- **Instructions to follow**
Every line in the data below that holds "Τζων" should be found and copied.

- **Data for this task**

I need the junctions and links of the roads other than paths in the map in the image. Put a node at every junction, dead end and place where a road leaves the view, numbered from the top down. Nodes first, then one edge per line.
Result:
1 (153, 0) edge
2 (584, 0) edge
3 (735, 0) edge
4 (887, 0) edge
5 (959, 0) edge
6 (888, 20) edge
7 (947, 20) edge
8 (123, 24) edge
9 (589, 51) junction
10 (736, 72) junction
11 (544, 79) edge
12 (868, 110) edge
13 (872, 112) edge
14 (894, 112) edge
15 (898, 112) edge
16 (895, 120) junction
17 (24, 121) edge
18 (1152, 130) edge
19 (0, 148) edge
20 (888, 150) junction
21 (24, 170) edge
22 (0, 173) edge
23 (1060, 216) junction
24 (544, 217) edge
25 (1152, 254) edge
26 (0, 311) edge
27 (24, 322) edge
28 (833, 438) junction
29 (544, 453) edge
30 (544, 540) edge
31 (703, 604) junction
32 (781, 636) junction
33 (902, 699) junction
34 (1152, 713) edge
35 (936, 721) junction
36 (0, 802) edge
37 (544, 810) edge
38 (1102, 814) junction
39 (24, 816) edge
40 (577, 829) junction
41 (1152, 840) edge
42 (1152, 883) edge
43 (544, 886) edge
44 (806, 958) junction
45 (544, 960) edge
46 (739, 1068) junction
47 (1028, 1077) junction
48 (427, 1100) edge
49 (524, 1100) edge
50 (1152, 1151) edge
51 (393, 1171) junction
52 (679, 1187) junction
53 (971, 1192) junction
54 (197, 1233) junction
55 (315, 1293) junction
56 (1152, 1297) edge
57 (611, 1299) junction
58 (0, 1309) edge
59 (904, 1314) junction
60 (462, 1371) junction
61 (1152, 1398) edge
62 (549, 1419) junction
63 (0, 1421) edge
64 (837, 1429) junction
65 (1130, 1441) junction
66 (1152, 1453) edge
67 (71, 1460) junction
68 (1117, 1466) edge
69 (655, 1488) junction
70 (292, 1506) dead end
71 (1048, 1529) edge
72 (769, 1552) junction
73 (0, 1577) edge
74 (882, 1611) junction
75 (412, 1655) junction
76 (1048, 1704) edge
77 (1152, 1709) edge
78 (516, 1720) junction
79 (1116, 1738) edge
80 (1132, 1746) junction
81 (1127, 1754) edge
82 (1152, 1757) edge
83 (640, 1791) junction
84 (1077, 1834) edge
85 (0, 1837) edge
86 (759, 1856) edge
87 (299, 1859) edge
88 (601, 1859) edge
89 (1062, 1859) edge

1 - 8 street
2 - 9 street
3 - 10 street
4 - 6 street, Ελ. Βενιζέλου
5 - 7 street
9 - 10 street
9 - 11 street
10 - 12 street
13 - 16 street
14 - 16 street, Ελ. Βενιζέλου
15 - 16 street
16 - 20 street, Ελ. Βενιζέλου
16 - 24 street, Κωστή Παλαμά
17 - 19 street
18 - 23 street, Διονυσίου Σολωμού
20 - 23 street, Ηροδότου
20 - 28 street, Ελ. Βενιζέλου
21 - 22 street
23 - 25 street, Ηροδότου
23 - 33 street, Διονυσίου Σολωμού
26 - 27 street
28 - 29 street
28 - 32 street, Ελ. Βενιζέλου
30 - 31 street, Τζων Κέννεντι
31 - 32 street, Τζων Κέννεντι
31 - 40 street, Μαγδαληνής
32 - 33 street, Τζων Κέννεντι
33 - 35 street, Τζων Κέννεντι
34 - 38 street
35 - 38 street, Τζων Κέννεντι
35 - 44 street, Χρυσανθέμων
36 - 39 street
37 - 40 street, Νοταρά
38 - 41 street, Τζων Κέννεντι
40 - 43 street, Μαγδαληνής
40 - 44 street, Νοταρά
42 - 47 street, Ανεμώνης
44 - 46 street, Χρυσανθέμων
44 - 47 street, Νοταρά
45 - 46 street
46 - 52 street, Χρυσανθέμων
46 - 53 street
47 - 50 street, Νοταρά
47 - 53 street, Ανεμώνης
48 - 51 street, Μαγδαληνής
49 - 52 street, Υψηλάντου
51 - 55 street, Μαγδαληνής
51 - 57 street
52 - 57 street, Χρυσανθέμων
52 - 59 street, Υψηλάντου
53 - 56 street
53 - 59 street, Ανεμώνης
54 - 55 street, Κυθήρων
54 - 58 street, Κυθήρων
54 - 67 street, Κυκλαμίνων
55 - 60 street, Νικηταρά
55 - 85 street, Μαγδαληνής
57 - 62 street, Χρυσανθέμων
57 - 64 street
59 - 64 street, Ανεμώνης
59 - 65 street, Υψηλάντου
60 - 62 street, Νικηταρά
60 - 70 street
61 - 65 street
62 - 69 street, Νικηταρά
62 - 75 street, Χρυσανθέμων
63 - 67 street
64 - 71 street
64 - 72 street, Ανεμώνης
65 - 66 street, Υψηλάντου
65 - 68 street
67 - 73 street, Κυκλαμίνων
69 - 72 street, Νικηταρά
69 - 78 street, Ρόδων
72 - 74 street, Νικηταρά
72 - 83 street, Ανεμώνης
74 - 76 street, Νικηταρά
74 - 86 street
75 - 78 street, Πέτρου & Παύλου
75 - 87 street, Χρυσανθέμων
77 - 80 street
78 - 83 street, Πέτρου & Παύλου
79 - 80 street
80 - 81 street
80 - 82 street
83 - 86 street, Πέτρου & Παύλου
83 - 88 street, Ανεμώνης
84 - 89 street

- **Response to the exercise**
30 - 31 street, Τζων Κέννεντι
31 - 32 street, Τζων Κέννεντι
32 - 33 street, Τζων Κέννεντι
33 - 35 street, Τζων Κέννεντι
35 - 38 street, Τζων Κέννεντι
38 - 41 street, Τζων Κέννεντι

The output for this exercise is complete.